The life of seventeenth-century Italian Baroque painter Artemisia Gentileschi is recounted in the graphic novel Artemisia.
Raised by her father, an accomplished artist himself, Artemisia took to painting from a young age. At eighteen, her father entrusted her to the tutelage of Agostino Tassi, known both for his painting skills and his questionable morals. Tassi forced himself on Artemisia, though. Her father, who was only interested in painting, refused to recognize what was happening.
When Artemisia’s father was confronted with the truth, he brought a court case against Tassi, despite his daughter’s wishes. She was forced to endure intrusive examinations and questioning. As a result of the trial, her reputation was soiled along with Tassi’s. Facing an uncertain future, unable even to purchase paints and canvases without a man, Artemisia married and moved from Rome to Florence. She broke free of her husband’s restrictions and found success painting, and living, on her own terms.
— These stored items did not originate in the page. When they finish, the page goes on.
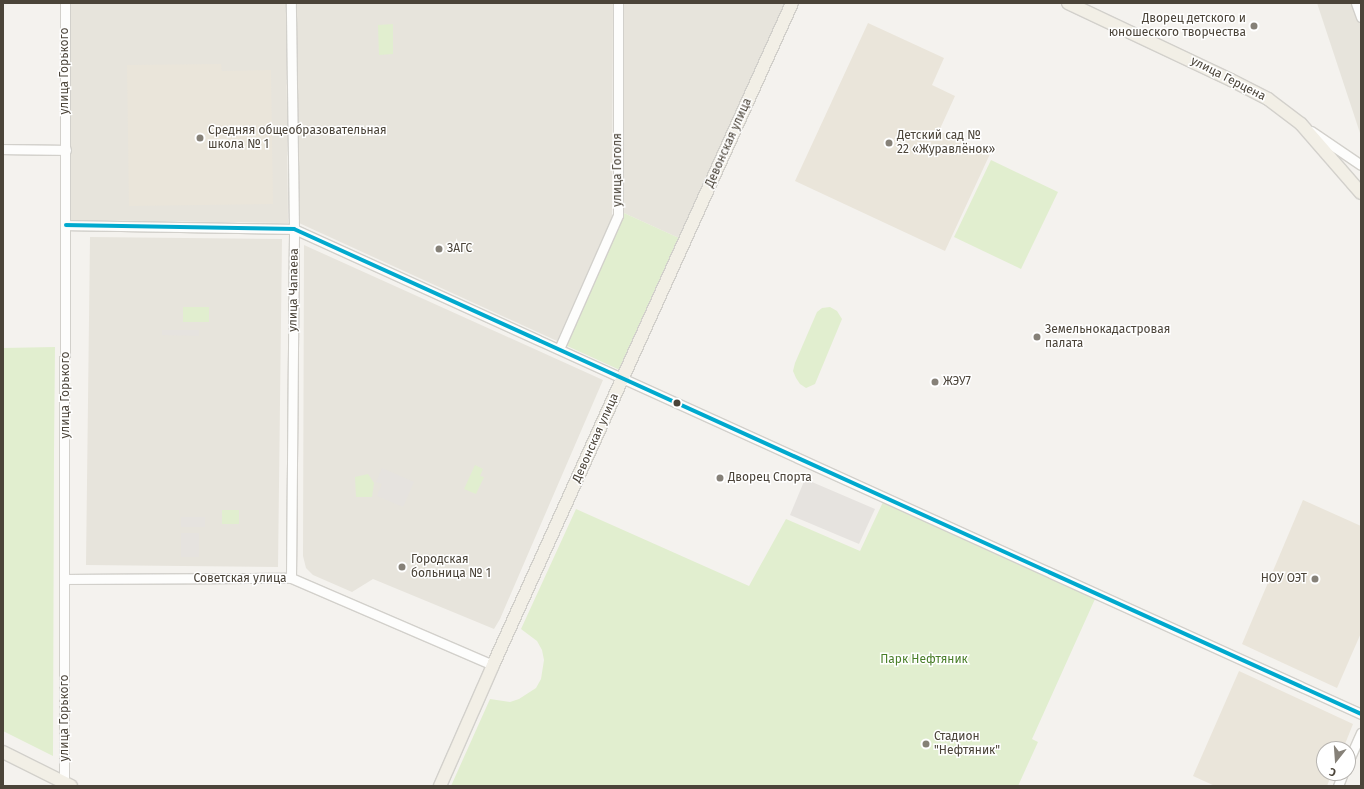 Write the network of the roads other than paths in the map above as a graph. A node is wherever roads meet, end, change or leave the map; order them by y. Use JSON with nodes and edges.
{"nodes":[{"id":1,"x":65,"y":3,"type":"edge"},
{"id":2,"x":291,"y":3,"type":"edge"},
{"id":3,"x":618,"y":3,"type":"edge"},
{"id":4,"x":792,"y":3,"type":"edge"},
{"id":5,"x":1068,"y":3,"type":"edge"},
{"id":6,"x":1356,"y":3,"type":"edge"},
{"id":7,"x":1361,"y":17,"type":"edge"},
{"id":8,"x":1301,"y":124,"type":"junction"},
{"id":9,"x":3,"y":149,"type":"edge"},
{"id":10,"x":66,"y":150,"type":"junction"},
{"id":11,"x":1361,"y":165,"type":"edge"},
{"id":12,"x":1361,"y":193,"type":"edge"},
{"id":13,"x":66,"y":225,"type":"junction"},
{"id":14,"x":294,"y":229,"type":"junction"},
{"id":15,"x":559,"y":349,"type":"junction"},
{"id":16,"x":623,"y":378,"type":"junction"},
{"id":17,"x":291,"y":578,"type":"junction"},
{"id":18,"x":66,"y":580,"type":"junction"},
{"id":19,"x":493,"y":665,"type":"junction"},
{"id":20,"x":1361,"y":714,"type":"edge"},
{"id":21,"x":1361,"y":733,"type":"edge"},
{"id":22,"x":1356,"y":744,"type":"edge"},
{"id":23,"x":3,"y":752,"type":"edge"},
{"id":24,"x":67,"y":785,"type":"edge"},
{"id":25,"x":440,"y":786,"type":"edge"}],
"edges":[{"from":1,"to":10,"type":"street","name":"улица Горького"},
{"from":2,"to":14,"type":"street","name":"улица Чапаева"},
{"from":3,"to":15,"type":"street","name":"улица Гоголя"},
{"from":4,"to":16,"type":"main road","name":"Девонская улица"},
{"from":5,"to":8,"type":"main road","name":"улица Герцена"},
{"from":6,"to":7,"type":"street"},
{"from":8,"to":11,"type":"street"},
{"from":8,"to":12,"type":"main road","name":"улица Герцена"},
{"from":9,"to":10,"type":"street"},
{"from":10,"to":13,"type":"street","name":"улица Горького"},
{"from":13,"to":14,"type":"street"},
{"from":13,"to":18,"type":"street","name":"улица Горького"},
{"from":14,"to":15,"type":"street"},
{"from":14,"to":17,"type":"street","name":"улица Чапаева"},
{"from":15,"to":16,"type":"street"},
{"from":16,"to":19,"type":"main road","name":"Девонская улица"},
{"from":16,"to":20,"type":"street"},
{"from":17,"to":18,"type":"street","name":"Советская улица"},
{"from":17,"to":19,"type":"street","name":"Советская улица"},
{"from":18,"to":24,"type":"street","name":"улица Горького"},
{"from":19,"to":25,"type":"main road","name":"Девонская улица"},
{"from":21,"to":22,"type":"street"},
{"from":23,"to":24,"type":"main road"}]} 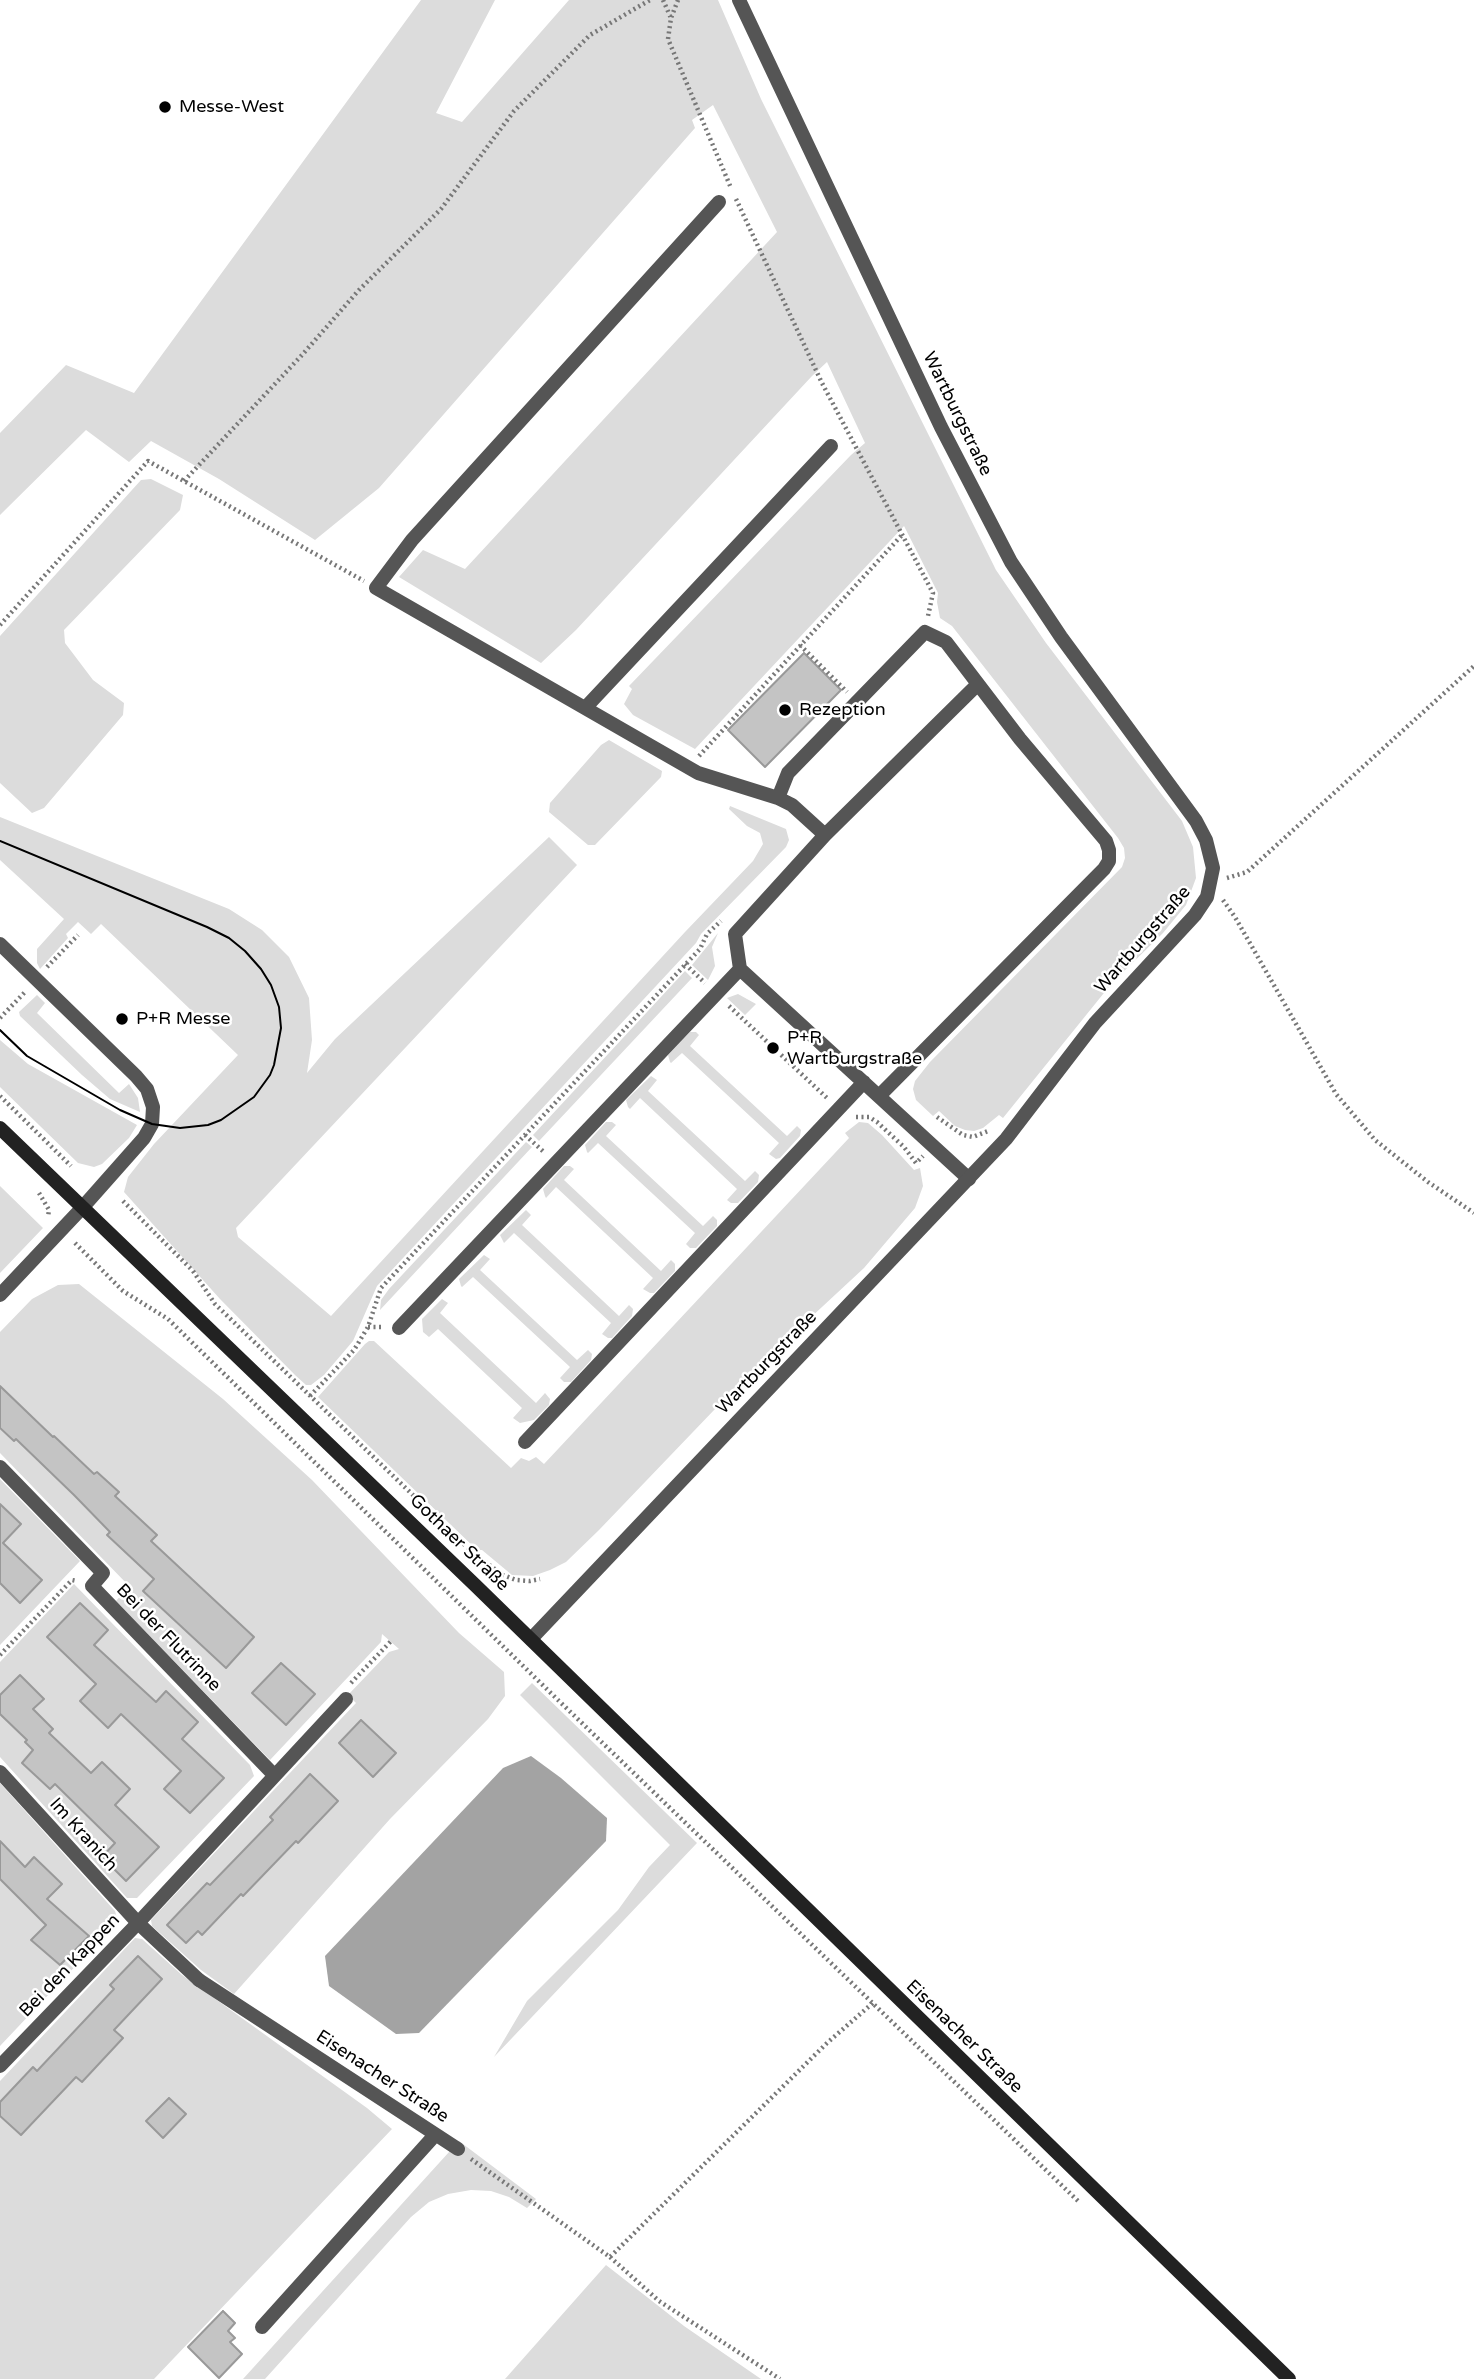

The book relies on invented dialogue, and it’s an effective tactic that maximizes the impact of its dramatic moments. Artemisia’s life resonates not just because of her artistic accomplishments, but because of the social obstacles and unequal treatment she was forced to navigate on her way to eventual independence. From simple condescension to the burdens of bringing an accusation of rape, unfortunate aspects of her story still echo today.
The book’s art is outstanding, showing many qualities of fine paintings itself, from composition, to contours, to colors. A section at the book’s end includes images of some of Artemisia’s most famous paintings. Artemisia is the informative, compelling graphic biography of an inspiring artist.